Fantastic publication by Bringezu et al.
Salmonella typhimurium TA100 and TA1535 and E. coli WP2 uvrA are highly sensitive to detect the mutagenicity of short Alkyl-N-Nitrosamines in the Bacterial Reverse Mutation Test
Humans are exposed to low levels of N-nitrosamines via different sources. N-Nitrosamines have recently been detected as impurities in various marketed drugs and they are known mutagenic carcinogens belonging to the cohort of concern as referred to in the ICH M7 guideline. Despite their well-known mutagenic properties, there is ongoing discussion on the suitability of the bacterial reverse mutation assay and using induced rat liver S9 as the external source of metabolism to detect their mutagenic potential.
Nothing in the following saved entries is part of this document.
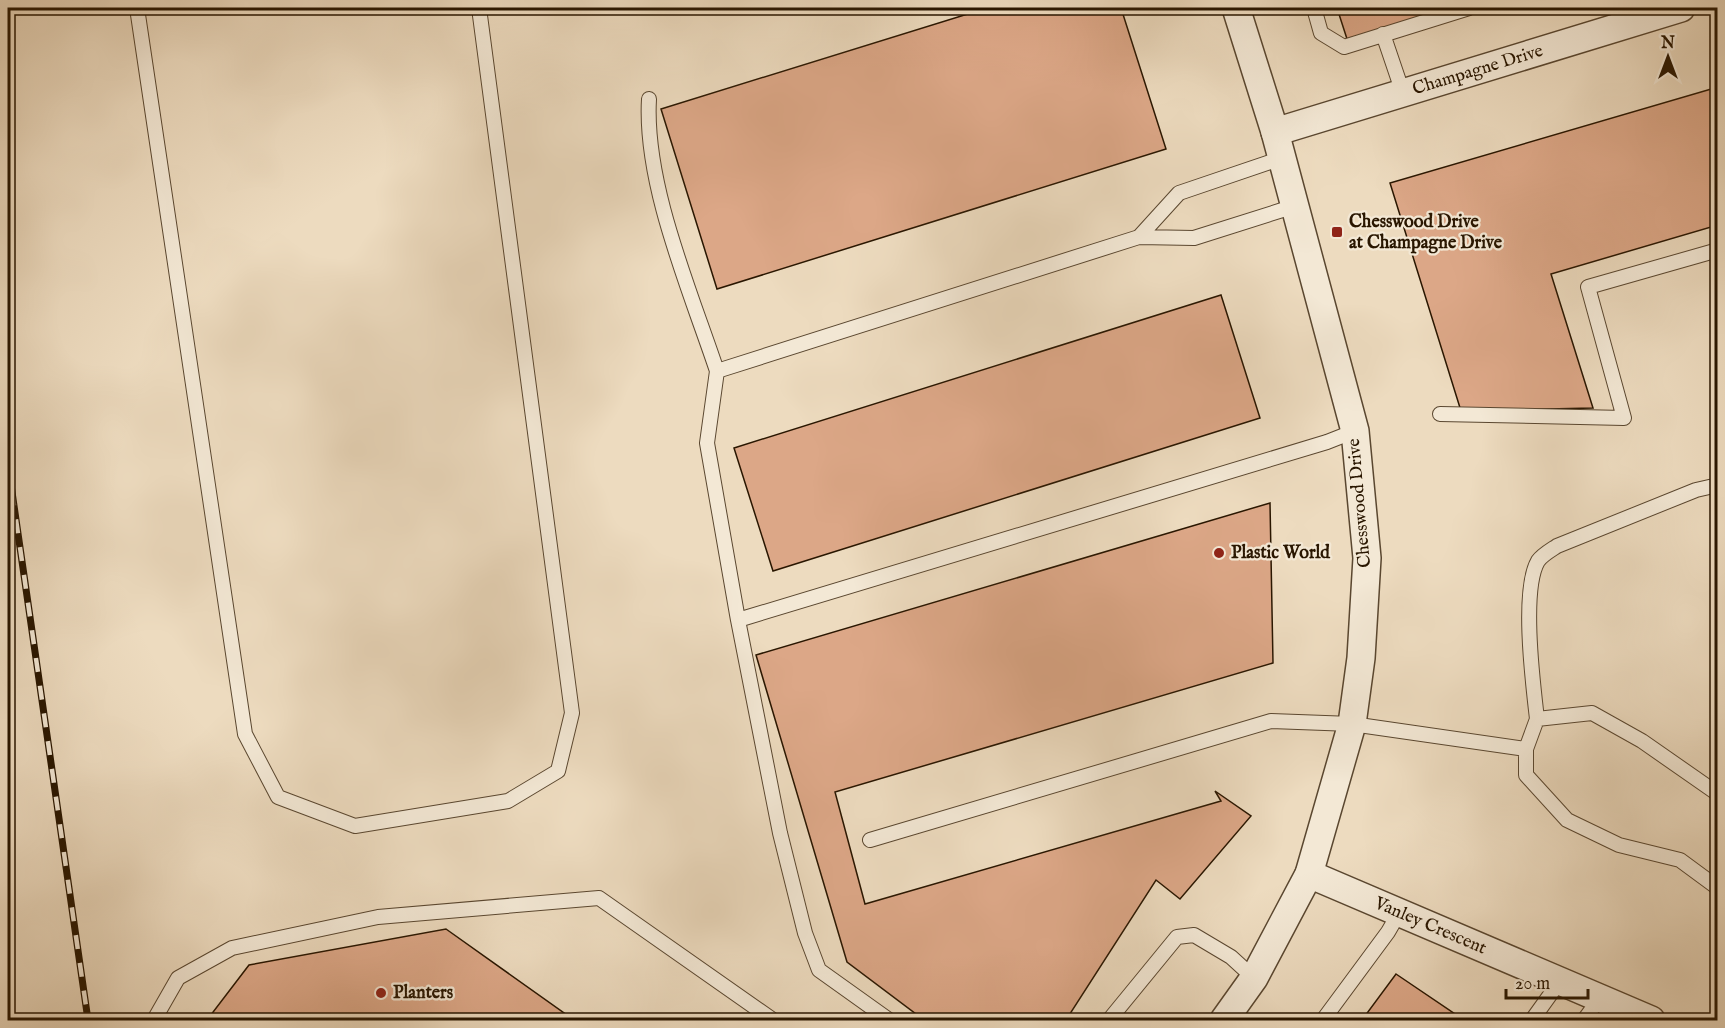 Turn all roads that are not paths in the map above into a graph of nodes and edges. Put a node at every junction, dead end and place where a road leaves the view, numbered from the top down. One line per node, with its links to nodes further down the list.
1 (137, 8): 2 (lane)
2 (478, 8)
3 (1236, 8): 10 (street, Chesswood Drive)
4 (1314, 8): 7 (lane)
5 (1469, 8): 7 (lane)
6 (1681, 8): 8 (street, Champagne Drive)
7 (1383, 34): 8 (lane)
8 (1403, 93): 10 (street, Champagne Drive)
9 (649, 99): 14 (lane)
10 (1278, 145): 11 (street, Chesswood Drive); 12 (lane)
11 (1295, 206): 12 (lane); 16 (street, Chesswood Drive)
12 (1139, 237): 14 (lane)
13 (1718, 250): 15 (lane)
14 (717, 371): 18 (lane)
15 (1440, 414)
16 (1355, 431): 18 (lane); 20 (street, Chesswood Drive)
17 (1718, 485): 19 (lane)
18 (738, 620): 32 (lane)
19 (1537, 719): 21 (lane); 22 (lane)
20 (1352, 724): 21 (lane); 23 (lane); 24 (street, Chesswood Drive)
21 (1526, 749): 25 (lane)
22 (1718, 794)
23 (870, 840)
24 (1309, 874): 26 (street, Vanley Crescent); 27 (street, Chesswood Drive)
25 (1718, 888)
26 (1399, 913): 28 (street, Vanley Crescent); 35 (lane)
27 (1254, 978): 33 (lane); 34 (street, Chesswood Drive)
28 (1560, 981): 29 (street, Vanley Crescent); 36 (lane)
29 (1600, 998): 37 (lane); 38 (street, Vanley Crescent)
30 (154, 1020): 31 (lane)
31 (773, 1020)
32 (890, 1020)
33 (1109, 1020)
34 (1224, 1020)
35 (1323, 1020)
36 (1532, 1020)
37 (1584, 1020)
38 (1651, 1020) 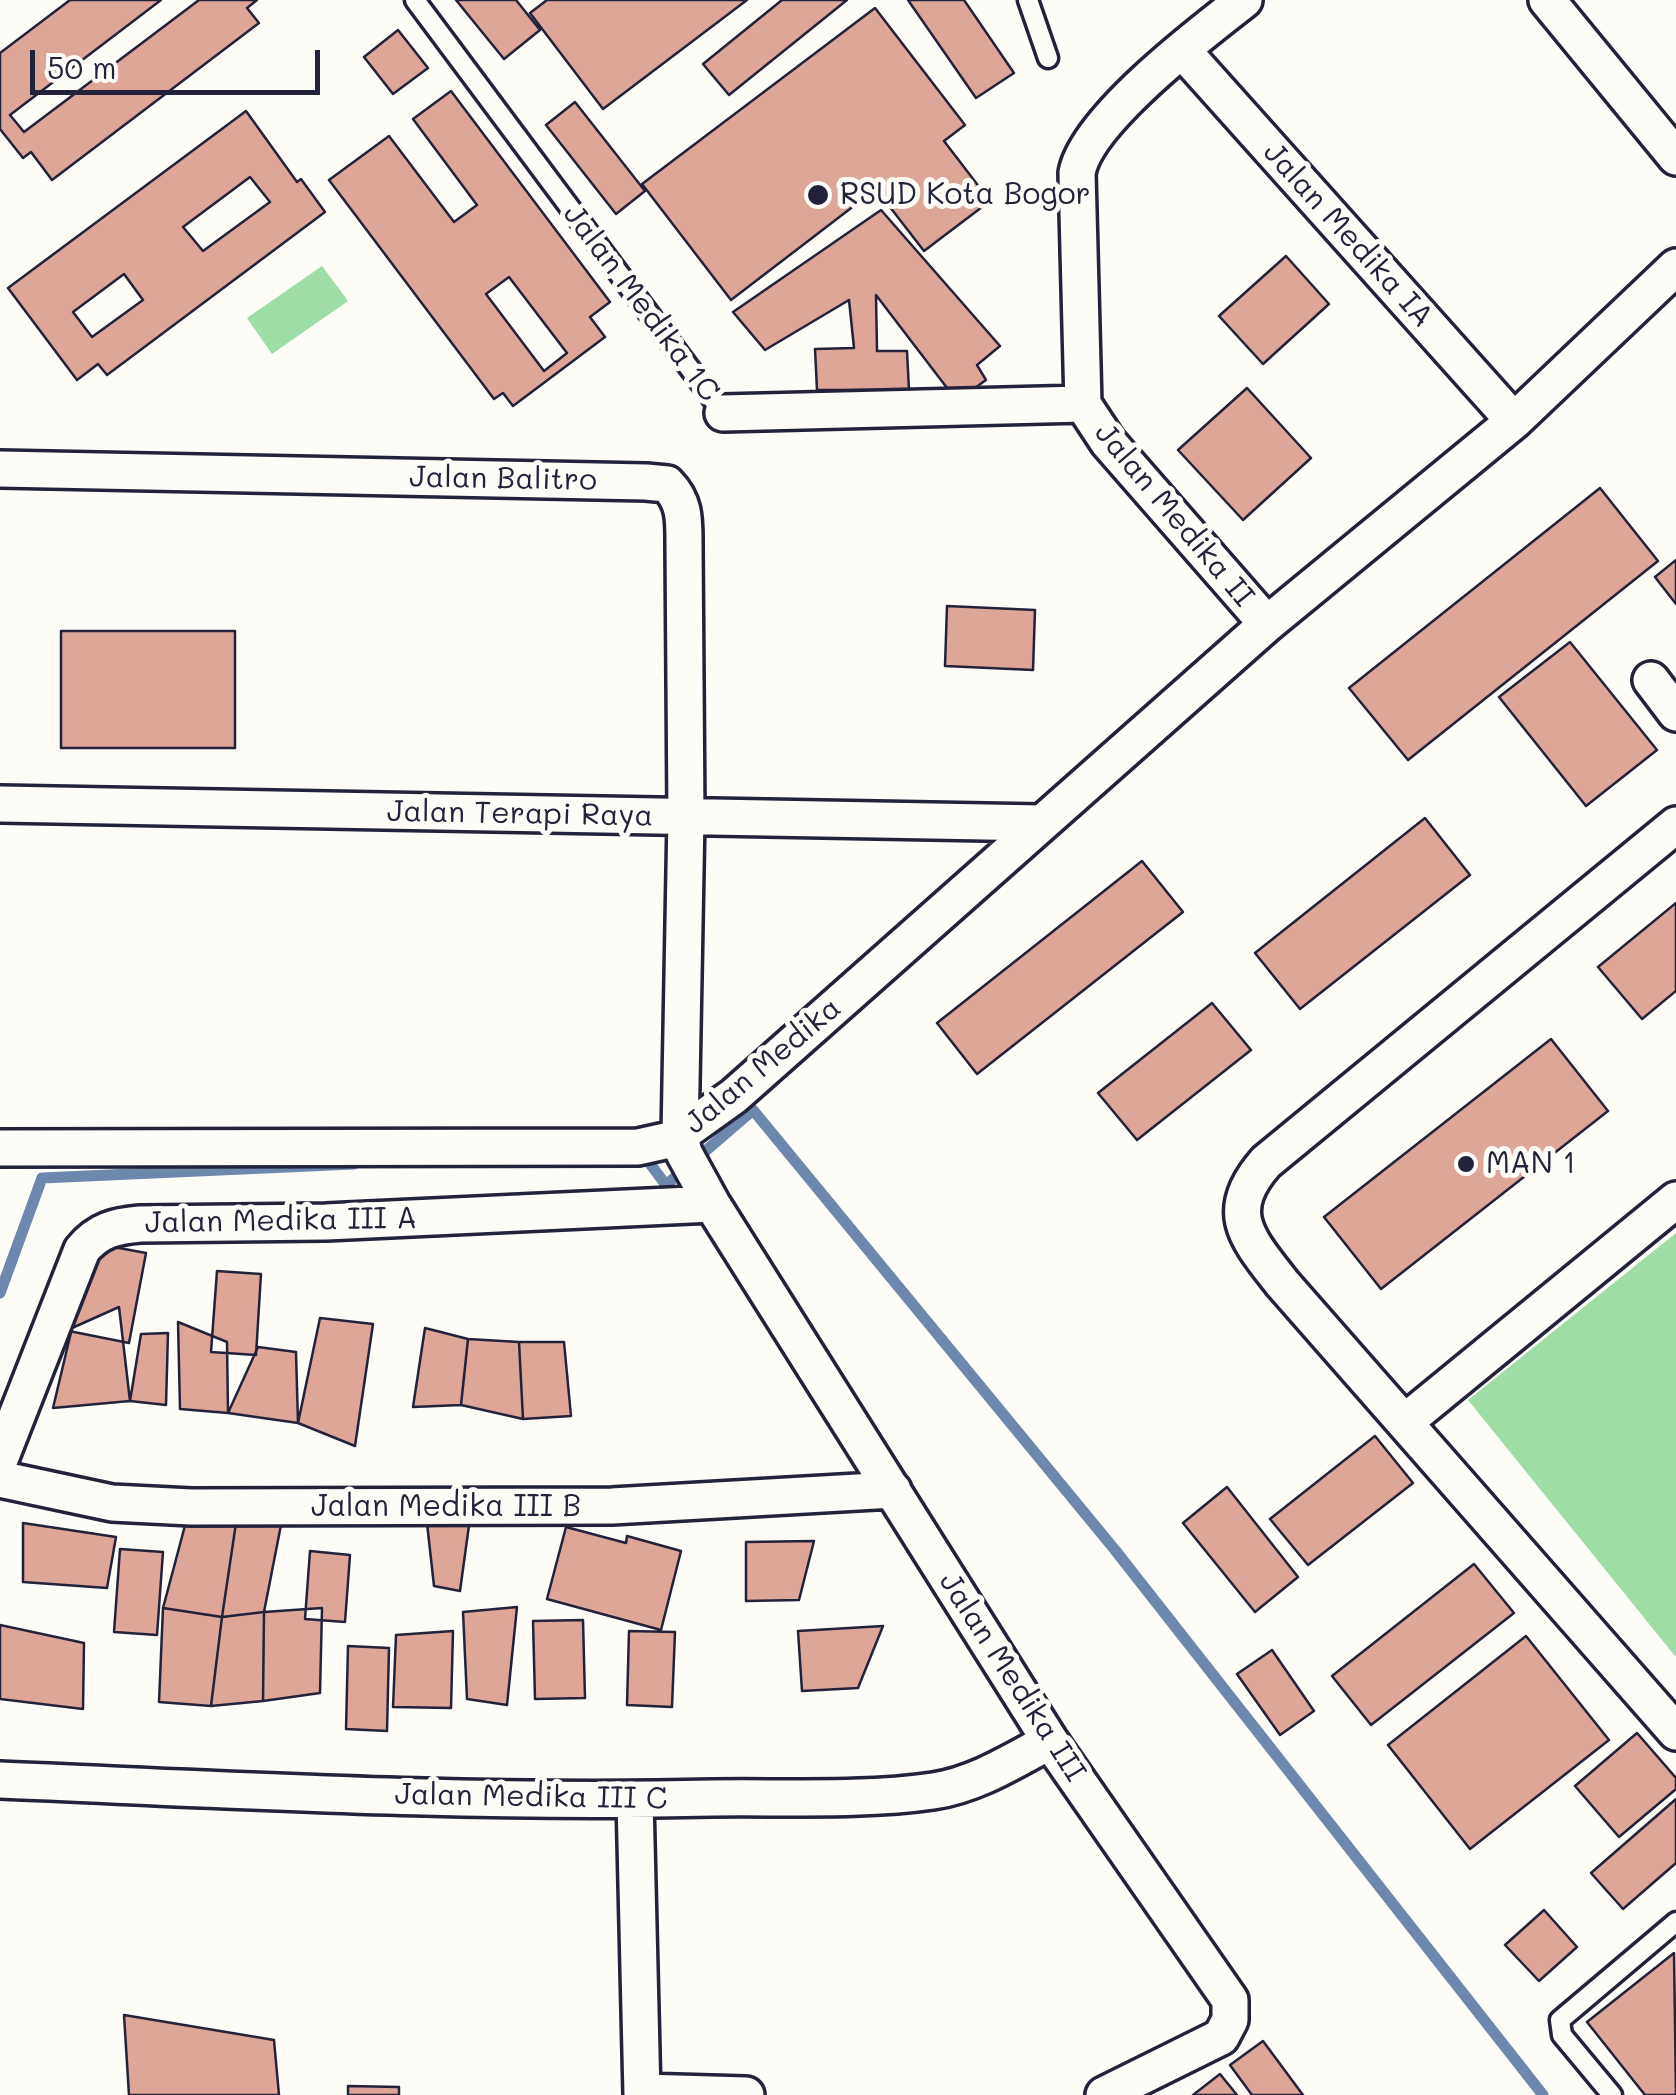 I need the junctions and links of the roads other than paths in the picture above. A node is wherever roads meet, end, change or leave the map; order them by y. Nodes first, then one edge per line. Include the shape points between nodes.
1 (415, 0) edge
2 (1028, 0) edge
3 (1244, 0) edge
4 (1546, 0) edge
5 (1182, 50) junction
6 (1048, 58) dead end
7 (1676, 157) edge
8 (1676, 267) edge
9 (1083, 404) junction
10 (722, 413) joint
11 (1514, 421) junction
12 (0, 469) edge
13 (1267, 624) junction
14 (1651, 680) dead end
15 (1676, 712) edge
16 (0, 804) edge
17 (686, 817) junction
18 (1041, 823) junction
19 (1676, 825) edge
20 (0, 1148) edge
21 (693, 1167) junction
22 (1676, 1200) edge
23 (1406, 1422) junction
24 (0, 1460) edge
25 (0, 1479) edge
26 (894, 1490) junction
27 (1676, 1732) edge
28 (1050, 1741) junction
29 (0, 1780) edge
30 (635, 1800) junction
31 (1676, 1922) edge
32 (642, 2093) edge
33 (746, 2095) edge
34 (1104, 2095) edge
35 (1612, 2095) edge

1 - 10 lane, Jalan Medika 1C
2 - 6 lane
3 - 5 street
4 - 7 street
5 - 9 street via 1096,132 1078,162
5 - 11 street, Jalan Medika IA
8 - 11 street, Jalan Medika
9 - 10 street, Jalan Medika 1C
9 - 13 street, Jalan Medika II via 1108,442
11 - 13 street, Jalan Medika
12 - 17 street, Jalan Balitro via 667,484 684,510
13 - 18 street, Jalan Medika
14 - 15 street
16 - 17 street, Jalan Terapi Raya
17 - 18 street, Jalan Terapi Raya
17 - 21 street
18 - 21 street, Jalan Medika via 734,1096
19 - 23 street via 1266,1162 1244,1192 1241,1215 1254,1246
20 - 21 street, Jalan Medika via 655,1146
21 - 24 street, Jalan Medika III A via 326,1222 140,1224 102,1232 82,1250
21 - 26 street, Jalan Medika III
22 - 23 street
23 - 27 street
25 - 26 street, Jalan Medika III B via 112,1503 191,1507 612,1506
26 - 28 street, Jalan Medika III
28 - 30 street, Jalan Medika III C via 979,1778 935,1791
28 - 34 street, Jalan Medika III via 1224,1990 1232,2011 1211,2044
29 - 30 street, Jalan Medika III C
30 - 32 street
31 - 35 lane via 1560,2020 1562,2036
32 - 33 street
Therefore, we have investigated the mutagenic potential of N-nitrosodimethylamine, N-nitrosodiethylamine, N-nitrosodipropylamine, and N-nitrosodibutylamine in vitro under various conditions. Our work showed that the bacterial reverse mutation assay applying plate incorporation or preincubation protocols and using [Salmonella typhimurium] strains TA100 and TA1535 and E. coli WP2 uvrA is suitable to predict the [mutagenicity] of n-nitrosamines in the presence of phenobarbital/β-naphthoflavone induced rat liver S9.